As I left church after the AM service, I checked the copy of ACTransit AnyStop on my cell phone. It looked like it would be about 25 minutes, which meant I'd be able to grab a quick sandwich at Lucky, and eat before the bus arrived.

A block away from the church I noticed the #40 bus about to pull up to the stop on Foothill Blvd. I considered grabbing that so I could eat at home. However, I blew that idea off and headed towards Lucky. Mistake #1.

I went into Lucky and grabbed one of their pre-packaged Turkey, Bacon and Cheese Wraps. As I was in line I saw a #14 bus pulling up to the stop. I commented to the cashier that I just missed my bus. He asked me, "Don't you hate that when that happens?"

Then, before I could respond, he added, "You'll have plenty of time to eat your sandwich, sit, and watch the girls walk by." (a reference to an old song that I can't remember the name of).

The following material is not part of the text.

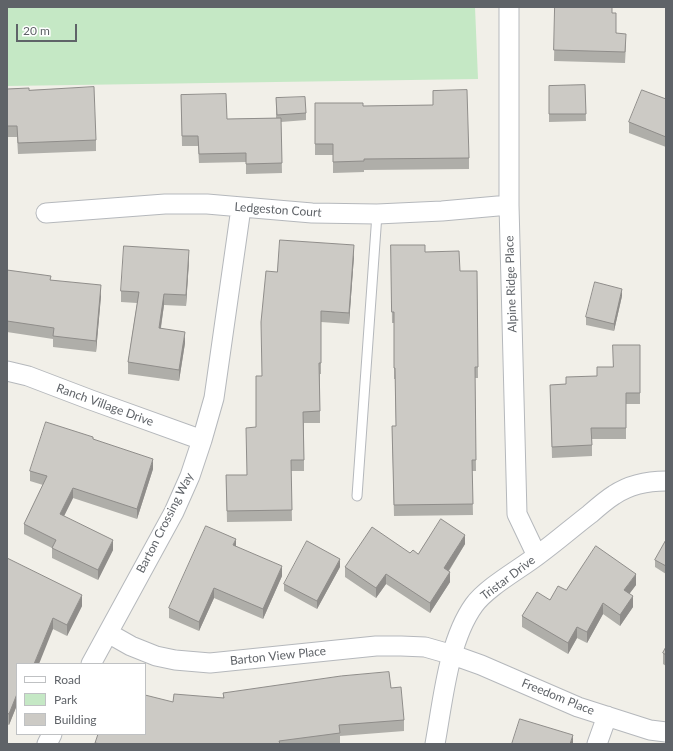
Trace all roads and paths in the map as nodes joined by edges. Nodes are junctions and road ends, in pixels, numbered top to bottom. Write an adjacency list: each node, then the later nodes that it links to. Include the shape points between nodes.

As I cut across the parking lot to the Athol Avenue bus stop, I notice the #18 bus about a block away. I debated quickening my pace to catch it, since I didn't know if it was early, or the last bus running late. But, decide not to.

I got to the middle of the strip and stopped because a car coming of and I'm technically crossing where I really shouldn't be. However, that car stopped, ushering me to go ahead and cross.

Waving "Thanks" I decide to try and catch the bus after all, sprinting across the street (Mind you I haven't sprinted in years, let along ran anything faster than a quick jog of a few steps). Mistake #2.

The fateful Mistake #3 came when I decide to try and take a couple of bites of the sandwich as I'm running because I know the bus driver will give me grief about no eating on the bus.

As I get about 10 feet from the sidewalk I start to stumble. It was like my upper body was moving in full speed, but my legs were in quick sand. I started pitching forward, thinking to myself that I'm going down and there's nothing that's going to stop me!

I basically did my best imitation of someone sliding into home with the catcher blocking the plate and ended up landing a couple feet away from the curb. As I turned over and tried to get up there was a severe pain in my right thigh and knee, and I couldn't put any weight on it.

Now, I've had knee problems for years, with them popping out of place every once in a while. I know how to pop them back in so I figured this was just one of those times. Unfortunately, as I went to adjust it, I felt more pain, and it was obvious it wasn't a case of being out of joint.

Dragging myself over to the curb, I once again tried to get up. However, my leg told me that wasn't going to happen! I ended up sitting there on the curb, looking down at part of my sandwich strewn in the gutter and pondering if I had broken my leg.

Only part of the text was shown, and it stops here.